Evans described hurricanes as one of the last remaining weather systems that cannot be predicted. She was a member of an interdisciplinary team charged with reviewing catastrophic risk models used for setting hurricane insurance rates in Florida. Alongside her observations, modeling and statistical analysis of meteorological phenomena, Evans developed new approaches to communicate the risk of natural disasters. She worked with Mark Ballora on new ways to demonstrate the risks of hurricanes. Evans contributed her expertise in natural disasters and Ballora his background in music, and together they converted data that is typically in charts or graphs into music. Evans monitored the latitude, longitude, asymmetry and air pressure of several hurricanes and convert this into an audio file. Evans had served as lead meteorologist advising the Florida Commission on Hurricane Loss Projection Methodology.

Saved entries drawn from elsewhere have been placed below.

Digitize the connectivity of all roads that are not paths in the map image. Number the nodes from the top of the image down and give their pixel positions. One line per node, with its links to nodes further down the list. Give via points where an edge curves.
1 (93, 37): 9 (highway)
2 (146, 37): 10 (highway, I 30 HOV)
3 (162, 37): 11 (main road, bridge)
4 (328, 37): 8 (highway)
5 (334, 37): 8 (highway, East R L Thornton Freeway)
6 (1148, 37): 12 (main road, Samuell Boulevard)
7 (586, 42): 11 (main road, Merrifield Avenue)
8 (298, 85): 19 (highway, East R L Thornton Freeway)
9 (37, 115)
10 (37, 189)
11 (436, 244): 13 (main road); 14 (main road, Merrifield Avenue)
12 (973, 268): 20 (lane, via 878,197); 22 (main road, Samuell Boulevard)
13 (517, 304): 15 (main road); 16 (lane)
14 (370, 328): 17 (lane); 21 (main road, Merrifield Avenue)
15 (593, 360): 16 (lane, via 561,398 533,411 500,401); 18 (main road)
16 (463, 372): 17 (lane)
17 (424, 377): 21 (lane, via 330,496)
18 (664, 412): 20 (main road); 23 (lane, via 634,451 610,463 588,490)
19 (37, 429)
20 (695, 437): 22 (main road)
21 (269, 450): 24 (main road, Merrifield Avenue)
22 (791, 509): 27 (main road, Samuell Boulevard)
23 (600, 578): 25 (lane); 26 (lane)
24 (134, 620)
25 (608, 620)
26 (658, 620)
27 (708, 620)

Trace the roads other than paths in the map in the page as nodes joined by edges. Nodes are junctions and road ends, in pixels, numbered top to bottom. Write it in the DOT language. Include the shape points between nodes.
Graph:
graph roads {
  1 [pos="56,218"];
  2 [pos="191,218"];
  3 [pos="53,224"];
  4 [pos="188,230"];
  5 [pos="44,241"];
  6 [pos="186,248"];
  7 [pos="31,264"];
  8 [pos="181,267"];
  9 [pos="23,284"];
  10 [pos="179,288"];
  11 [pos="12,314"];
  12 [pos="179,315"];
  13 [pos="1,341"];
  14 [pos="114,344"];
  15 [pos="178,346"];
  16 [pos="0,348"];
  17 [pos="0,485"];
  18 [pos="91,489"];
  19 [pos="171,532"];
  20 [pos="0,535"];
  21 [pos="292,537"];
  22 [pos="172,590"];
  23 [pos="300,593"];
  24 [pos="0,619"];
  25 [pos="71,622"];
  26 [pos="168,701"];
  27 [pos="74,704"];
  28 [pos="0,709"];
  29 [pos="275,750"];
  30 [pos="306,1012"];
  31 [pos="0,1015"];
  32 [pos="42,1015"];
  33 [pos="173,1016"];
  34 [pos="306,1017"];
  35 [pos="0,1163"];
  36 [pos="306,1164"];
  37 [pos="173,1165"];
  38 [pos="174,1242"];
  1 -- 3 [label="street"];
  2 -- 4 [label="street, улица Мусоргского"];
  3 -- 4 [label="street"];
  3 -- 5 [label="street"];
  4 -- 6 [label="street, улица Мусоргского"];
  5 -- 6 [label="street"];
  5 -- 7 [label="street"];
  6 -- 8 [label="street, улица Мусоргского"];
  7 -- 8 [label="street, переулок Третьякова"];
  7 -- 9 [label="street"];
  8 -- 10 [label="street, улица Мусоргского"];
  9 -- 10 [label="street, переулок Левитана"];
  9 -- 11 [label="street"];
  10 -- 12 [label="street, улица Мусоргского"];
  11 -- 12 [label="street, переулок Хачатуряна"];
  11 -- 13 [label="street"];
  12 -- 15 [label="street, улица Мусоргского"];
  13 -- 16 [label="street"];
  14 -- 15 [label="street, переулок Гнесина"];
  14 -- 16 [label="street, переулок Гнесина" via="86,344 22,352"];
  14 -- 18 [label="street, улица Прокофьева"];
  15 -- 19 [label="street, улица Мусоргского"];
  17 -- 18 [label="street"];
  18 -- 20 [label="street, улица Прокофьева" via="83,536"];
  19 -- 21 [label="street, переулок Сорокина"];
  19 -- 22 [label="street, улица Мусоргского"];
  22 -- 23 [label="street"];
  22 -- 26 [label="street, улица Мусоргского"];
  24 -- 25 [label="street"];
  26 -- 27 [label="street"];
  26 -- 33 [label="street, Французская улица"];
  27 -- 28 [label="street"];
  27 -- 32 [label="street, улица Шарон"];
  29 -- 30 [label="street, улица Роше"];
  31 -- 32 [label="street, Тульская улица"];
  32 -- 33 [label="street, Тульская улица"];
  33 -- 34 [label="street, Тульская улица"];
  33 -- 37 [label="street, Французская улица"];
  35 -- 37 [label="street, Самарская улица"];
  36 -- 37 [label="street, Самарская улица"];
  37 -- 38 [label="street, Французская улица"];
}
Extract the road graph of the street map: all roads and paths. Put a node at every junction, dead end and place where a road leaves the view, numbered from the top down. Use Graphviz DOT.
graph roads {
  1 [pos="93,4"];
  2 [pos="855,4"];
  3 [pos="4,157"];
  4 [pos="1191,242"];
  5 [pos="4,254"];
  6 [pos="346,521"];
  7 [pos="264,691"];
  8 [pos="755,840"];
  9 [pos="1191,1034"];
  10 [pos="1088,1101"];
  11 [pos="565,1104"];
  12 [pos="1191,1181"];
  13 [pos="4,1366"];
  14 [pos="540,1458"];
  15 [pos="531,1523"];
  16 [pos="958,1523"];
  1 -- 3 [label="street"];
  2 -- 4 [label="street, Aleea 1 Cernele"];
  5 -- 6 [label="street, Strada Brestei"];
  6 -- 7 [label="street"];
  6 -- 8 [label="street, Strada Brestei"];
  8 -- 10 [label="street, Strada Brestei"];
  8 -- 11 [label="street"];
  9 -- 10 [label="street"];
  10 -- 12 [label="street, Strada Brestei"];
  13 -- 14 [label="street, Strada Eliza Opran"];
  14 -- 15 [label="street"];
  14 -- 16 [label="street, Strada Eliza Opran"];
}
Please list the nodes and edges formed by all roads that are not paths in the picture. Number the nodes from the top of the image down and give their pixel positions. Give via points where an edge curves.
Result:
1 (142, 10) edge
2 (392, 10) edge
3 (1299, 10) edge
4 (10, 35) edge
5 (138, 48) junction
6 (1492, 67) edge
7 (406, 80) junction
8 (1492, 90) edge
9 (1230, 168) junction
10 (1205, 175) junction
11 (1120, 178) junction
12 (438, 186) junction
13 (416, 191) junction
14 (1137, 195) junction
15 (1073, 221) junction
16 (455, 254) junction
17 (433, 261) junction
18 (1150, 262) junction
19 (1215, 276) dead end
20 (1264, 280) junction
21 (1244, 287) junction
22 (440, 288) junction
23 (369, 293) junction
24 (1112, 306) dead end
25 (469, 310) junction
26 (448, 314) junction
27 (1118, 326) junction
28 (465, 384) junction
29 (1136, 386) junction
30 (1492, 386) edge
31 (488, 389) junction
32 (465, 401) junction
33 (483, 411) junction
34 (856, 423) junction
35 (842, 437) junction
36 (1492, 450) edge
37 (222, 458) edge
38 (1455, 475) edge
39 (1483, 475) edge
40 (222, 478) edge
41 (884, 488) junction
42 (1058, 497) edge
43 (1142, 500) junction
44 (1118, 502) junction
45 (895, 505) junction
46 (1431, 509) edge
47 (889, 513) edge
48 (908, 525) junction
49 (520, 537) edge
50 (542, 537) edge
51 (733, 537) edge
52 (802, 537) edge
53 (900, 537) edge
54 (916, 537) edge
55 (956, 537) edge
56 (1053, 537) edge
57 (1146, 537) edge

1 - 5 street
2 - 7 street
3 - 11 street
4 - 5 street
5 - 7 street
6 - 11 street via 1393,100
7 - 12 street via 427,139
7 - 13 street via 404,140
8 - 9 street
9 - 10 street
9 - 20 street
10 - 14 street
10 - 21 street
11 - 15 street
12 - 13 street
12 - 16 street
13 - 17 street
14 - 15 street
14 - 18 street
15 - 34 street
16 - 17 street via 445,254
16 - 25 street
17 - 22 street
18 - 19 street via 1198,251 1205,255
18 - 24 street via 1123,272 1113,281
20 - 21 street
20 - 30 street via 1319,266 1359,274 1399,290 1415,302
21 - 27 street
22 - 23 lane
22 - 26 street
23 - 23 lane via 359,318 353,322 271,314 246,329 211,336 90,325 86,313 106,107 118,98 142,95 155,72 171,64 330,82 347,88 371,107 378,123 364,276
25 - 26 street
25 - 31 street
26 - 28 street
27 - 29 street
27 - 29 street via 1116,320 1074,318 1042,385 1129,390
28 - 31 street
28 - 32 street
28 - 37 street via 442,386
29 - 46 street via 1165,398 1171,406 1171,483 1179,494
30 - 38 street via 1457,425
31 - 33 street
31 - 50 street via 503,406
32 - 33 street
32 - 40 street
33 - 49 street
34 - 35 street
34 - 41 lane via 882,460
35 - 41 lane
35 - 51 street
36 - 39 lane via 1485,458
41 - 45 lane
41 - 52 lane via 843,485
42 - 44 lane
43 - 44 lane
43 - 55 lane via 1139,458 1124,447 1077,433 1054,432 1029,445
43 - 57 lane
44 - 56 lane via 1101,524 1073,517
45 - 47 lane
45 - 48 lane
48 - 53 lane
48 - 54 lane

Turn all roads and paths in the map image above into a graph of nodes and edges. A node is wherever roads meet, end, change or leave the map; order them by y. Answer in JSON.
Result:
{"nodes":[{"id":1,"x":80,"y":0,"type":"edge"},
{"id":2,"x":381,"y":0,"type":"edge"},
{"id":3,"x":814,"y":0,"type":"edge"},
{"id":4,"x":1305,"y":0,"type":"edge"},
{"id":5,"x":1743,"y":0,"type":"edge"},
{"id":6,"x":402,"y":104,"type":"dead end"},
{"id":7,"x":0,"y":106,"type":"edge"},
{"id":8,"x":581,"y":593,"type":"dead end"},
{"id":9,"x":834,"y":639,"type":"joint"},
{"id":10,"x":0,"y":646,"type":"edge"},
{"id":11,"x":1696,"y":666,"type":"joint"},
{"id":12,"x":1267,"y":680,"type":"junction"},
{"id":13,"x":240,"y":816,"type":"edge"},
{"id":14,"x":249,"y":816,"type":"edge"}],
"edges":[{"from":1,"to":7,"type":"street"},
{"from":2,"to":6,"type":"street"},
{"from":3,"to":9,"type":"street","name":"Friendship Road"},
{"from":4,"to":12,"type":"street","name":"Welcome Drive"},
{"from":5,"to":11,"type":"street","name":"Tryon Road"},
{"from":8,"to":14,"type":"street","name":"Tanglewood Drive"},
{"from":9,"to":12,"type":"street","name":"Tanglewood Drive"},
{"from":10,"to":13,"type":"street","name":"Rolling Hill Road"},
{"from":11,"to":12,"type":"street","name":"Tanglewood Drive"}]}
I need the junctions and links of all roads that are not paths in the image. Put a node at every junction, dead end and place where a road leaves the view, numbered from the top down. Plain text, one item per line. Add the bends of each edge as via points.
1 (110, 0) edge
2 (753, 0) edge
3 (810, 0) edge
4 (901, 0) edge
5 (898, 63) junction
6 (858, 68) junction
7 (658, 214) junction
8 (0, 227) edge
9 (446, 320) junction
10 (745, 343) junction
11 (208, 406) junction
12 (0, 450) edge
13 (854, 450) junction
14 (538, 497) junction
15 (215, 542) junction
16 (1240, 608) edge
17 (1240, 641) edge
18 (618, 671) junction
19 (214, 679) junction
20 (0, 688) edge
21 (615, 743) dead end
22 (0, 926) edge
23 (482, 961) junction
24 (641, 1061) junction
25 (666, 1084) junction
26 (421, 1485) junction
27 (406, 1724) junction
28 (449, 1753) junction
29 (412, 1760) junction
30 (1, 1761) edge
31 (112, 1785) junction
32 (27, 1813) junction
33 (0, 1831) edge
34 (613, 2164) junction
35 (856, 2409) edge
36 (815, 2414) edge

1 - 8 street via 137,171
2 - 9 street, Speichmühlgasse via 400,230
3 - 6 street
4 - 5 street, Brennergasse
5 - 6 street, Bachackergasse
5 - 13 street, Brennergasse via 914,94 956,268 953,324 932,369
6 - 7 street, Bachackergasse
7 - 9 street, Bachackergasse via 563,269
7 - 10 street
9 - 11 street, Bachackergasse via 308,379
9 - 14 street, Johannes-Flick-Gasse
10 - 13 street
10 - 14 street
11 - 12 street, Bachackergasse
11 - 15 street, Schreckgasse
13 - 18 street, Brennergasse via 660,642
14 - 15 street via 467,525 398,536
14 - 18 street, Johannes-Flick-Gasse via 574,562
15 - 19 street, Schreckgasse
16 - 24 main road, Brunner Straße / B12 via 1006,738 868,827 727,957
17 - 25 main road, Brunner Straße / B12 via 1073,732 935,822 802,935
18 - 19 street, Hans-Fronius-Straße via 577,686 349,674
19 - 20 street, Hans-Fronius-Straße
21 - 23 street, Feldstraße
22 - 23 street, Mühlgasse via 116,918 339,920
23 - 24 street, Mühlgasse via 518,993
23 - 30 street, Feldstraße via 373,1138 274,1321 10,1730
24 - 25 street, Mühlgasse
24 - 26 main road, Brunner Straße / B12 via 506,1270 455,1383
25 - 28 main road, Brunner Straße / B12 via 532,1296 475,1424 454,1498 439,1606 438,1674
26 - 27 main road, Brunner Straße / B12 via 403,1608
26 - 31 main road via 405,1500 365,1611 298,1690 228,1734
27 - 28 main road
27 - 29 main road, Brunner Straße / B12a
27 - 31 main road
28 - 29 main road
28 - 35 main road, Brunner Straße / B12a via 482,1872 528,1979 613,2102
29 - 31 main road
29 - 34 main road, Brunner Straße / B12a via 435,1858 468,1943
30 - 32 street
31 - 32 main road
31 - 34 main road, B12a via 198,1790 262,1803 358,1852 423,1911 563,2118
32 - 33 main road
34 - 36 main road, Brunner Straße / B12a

In 2019, Evans participated in a National Science Foundation grant to establish the Northeast Big Data Innovation Hub.

=== Academic service ===
Whilst serving on the United States Army Science Team, Evans was involved with the relocation of their tropical test facility to Panama. Evans was elected President of American Meteorological Society (AMS) in 2019, which was the 100th year of the AMS.

=== Awards and honours ===
Her awards and honours include;

- 1995 National Science Foundation CAREER Award
- 2010 Elected Fellow of the American Meteorological Society
- 2013 American Geophysical Union Editors Award
- 2019 Elected a Fellow of the American Association for the Advancement of Science

=== Selected publications ===
Her publications include;

- Evans, Jenni L. (2000). "Observed variability and trends in extreme climate events: a brief review"
- Evans, Jenni L. (2001). "A climatology of the extratropical transition of Atlantic tropical cyclones"
- Evans, Jenni L. (1993). "Sensitivity of tropical cyclone intensity to sea surface temperature"

Evans had written for The Conversation.

== Personal life and death ==
Evans married Bruce Edward Lord, a professor of statistics at Penn State, in 2005.

The ICDS announced Evans' death on April 4, 2025, noting that "she passed away on Thursday, April 3, 2025, leaving behind a legacy of groundbreaking research and dedicated service to the scientific community." She died at her home in Boalsburg, Pennsylvania, at the age of 63.